» Problem description: Would you please state how many lines in the entries contain the word "with"? Only the number should be given.

+ + + + + + +

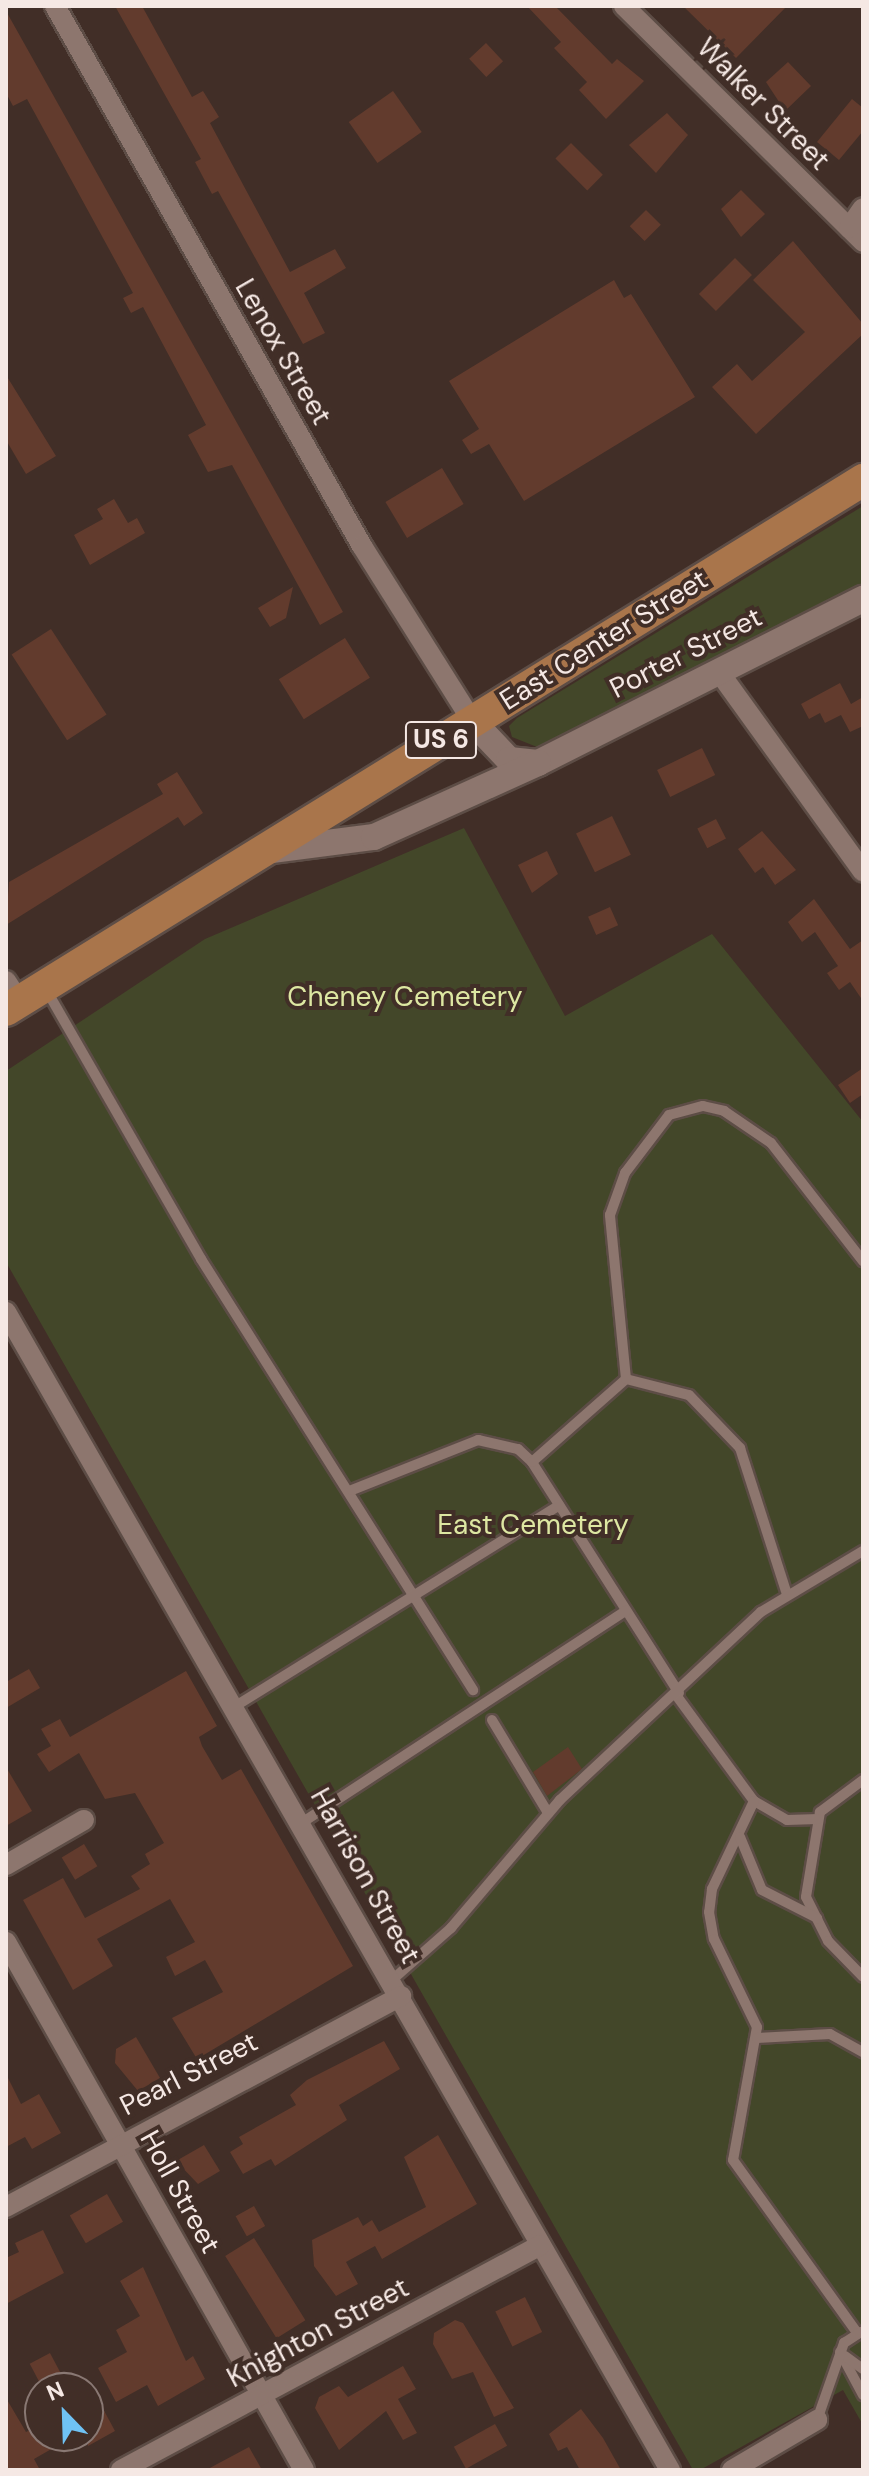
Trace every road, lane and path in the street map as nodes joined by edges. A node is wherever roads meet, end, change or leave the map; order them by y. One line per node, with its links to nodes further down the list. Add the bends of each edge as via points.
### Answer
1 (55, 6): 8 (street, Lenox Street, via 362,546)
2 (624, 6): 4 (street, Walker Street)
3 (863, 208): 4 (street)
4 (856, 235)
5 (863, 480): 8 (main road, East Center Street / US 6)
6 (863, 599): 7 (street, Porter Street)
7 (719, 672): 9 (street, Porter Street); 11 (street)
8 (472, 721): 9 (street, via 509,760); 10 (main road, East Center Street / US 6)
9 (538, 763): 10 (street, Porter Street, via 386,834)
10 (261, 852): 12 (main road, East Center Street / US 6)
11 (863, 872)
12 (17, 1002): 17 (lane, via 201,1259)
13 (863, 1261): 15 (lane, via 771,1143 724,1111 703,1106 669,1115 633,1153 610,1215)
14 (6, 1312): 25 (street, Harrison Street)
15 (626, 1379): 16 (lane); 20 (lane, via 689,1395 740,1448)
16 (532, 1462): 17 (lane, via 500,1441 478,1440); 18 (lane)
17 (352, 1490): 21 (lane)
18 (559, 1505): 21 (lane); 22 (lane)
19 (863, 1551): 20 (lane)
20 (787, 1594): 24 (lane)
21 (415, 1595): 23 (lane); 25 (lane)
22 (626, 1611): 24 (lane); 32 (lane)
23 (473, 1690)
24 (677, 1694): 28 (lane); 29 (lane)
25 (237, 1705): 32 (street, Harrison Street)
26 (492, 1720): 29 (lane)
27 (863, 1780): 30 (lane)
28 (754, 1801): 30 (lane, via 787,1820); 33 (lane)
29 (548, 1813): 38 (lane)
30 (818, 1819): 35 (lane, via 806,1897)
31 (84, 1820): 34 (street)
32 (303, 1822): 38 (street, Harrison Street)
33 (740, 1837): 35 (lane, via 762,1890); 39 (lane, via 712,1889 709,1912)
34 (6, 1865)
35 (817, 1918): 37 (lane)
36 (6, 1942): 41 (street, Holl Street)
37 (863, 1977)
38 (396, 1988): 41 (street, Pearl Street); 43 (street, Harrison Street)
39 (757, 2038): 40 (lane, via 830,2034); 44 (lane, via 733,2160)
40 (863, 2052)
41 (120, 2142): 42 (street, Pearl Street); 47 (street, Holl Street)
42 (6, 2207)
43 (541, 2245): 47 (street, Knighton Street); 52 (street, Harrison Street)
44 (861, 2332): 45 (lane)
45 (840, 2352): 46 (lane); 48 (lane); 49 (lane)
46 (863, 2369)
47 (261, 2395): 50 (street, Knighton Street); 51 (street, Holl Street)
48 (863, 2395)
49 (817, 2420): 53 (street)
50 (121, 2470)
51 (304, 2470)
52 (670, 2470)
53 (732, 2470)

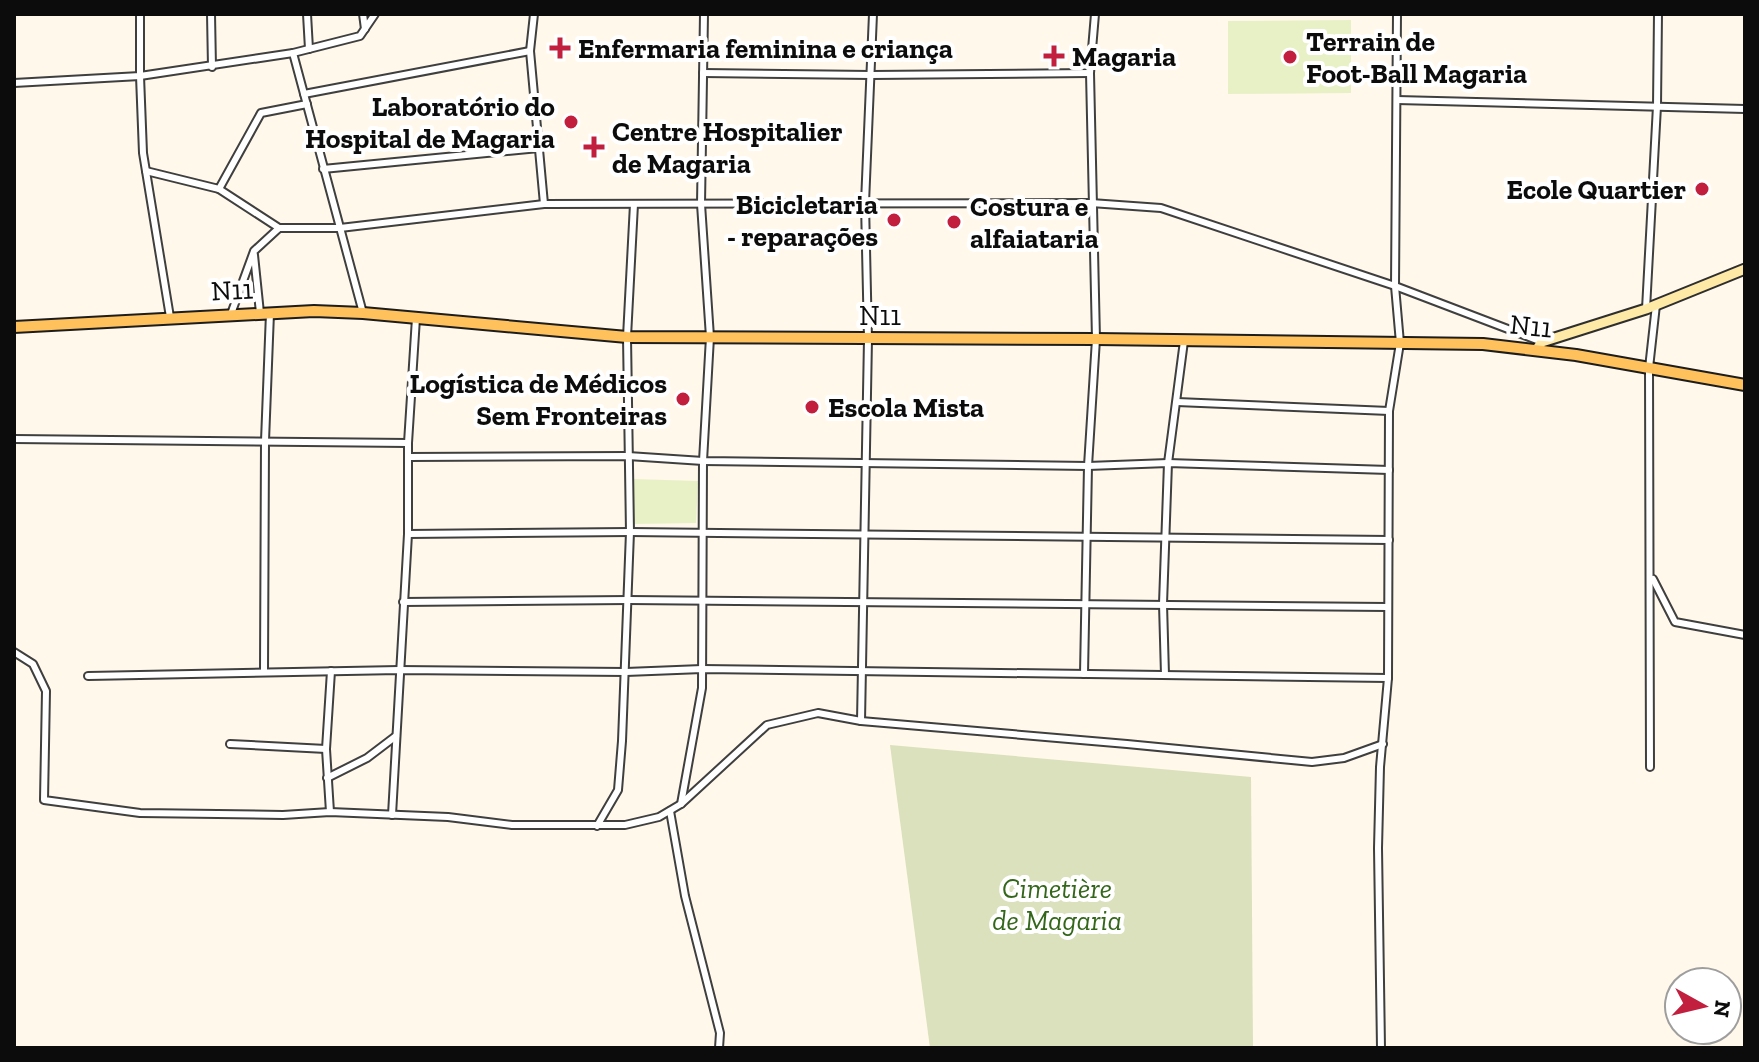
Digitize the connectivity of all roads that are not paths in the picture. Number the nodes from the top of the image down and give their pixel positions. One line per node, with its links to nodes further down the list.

+ + + + + + +

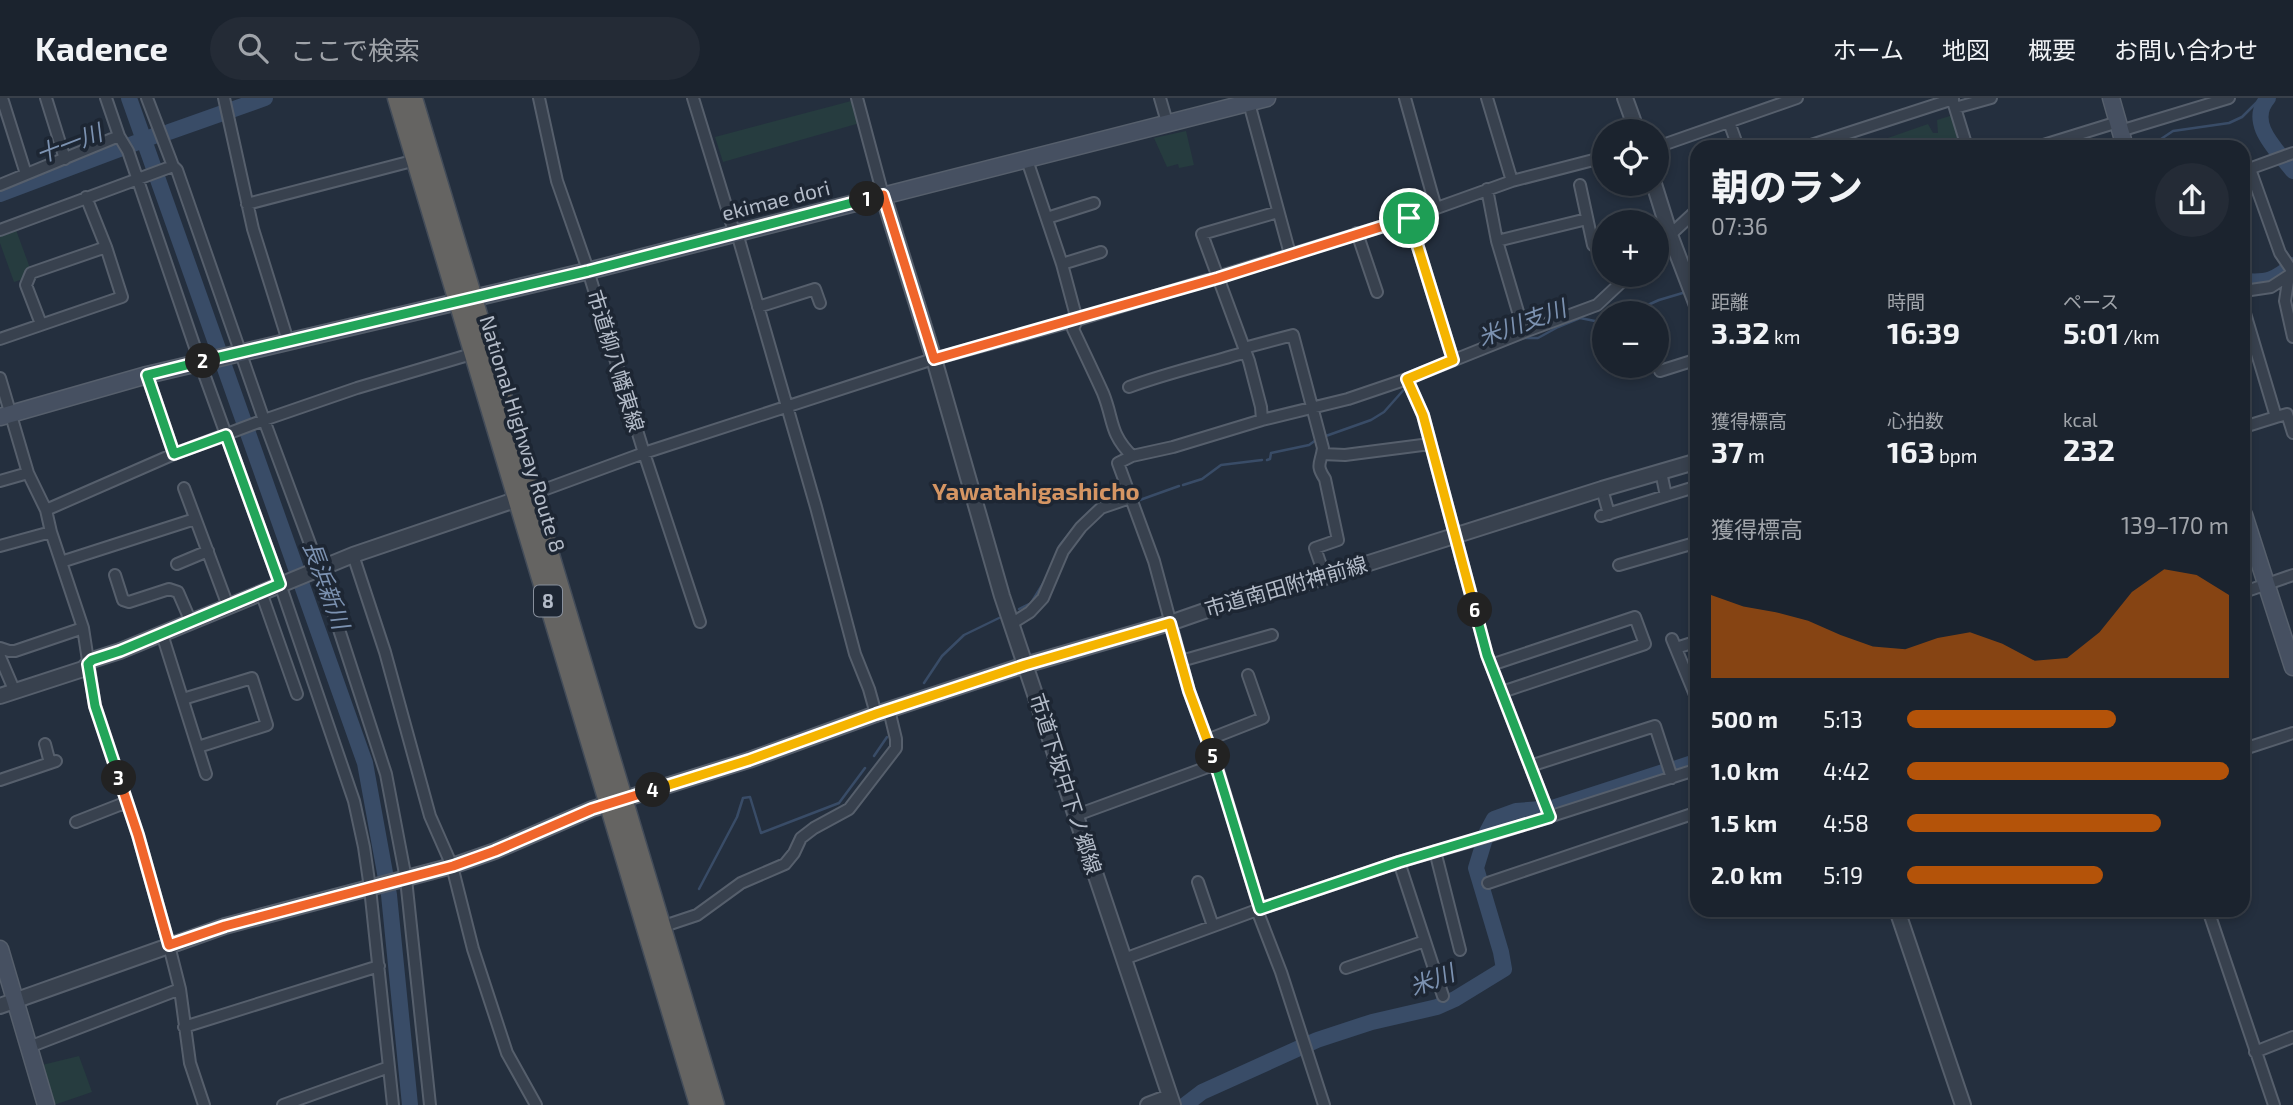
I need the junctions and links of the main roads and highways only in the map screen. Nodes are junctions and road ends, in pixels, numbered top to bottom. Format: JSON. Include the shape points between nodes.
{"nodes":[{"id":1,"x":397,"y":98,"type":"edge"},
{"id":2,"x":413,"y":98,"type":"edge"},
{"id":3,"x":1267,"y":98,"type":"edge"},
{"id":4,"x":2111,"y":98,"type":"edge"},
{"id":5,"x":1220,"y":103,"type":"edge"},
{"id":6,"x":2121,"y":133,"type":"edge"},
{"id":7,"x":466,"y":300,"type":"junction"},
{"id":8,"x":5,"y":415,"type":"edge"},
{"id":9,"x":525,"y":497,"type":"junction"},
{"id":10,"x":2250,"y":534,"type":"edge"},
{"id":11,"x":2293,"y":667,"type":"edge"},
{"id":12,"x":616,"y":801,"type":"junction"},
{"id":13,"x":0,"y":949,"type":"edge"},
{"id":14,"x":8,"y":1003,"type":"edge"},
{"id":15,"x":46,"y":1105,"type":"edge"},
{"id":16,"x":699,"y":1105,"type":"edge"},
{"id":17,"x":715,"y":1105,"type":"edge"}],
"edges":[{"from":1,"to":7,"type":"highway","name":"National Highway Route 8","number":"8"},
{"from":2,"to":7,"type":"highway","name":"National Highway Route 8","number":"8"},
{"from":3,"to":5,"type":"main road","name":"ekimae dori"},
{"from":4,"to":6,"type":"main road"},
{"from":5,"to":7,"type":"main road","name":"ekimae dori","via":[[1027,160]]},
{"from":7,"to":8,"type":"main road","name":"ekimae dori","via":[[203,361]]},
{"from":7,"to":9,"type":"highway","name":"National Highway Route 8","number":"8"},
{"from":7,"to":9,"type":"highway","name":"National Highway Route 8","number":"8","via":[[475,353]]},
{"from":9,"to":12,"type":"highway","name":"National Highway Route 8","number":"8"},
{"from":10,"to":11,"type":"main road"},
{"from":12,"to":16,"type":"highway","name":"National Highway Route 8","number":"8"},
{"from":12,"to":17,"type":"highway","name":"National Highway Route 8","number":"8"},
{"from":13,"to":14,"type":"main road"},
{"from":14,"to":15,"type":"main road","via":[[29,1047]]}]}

+ + + + + + +

» Solution: 2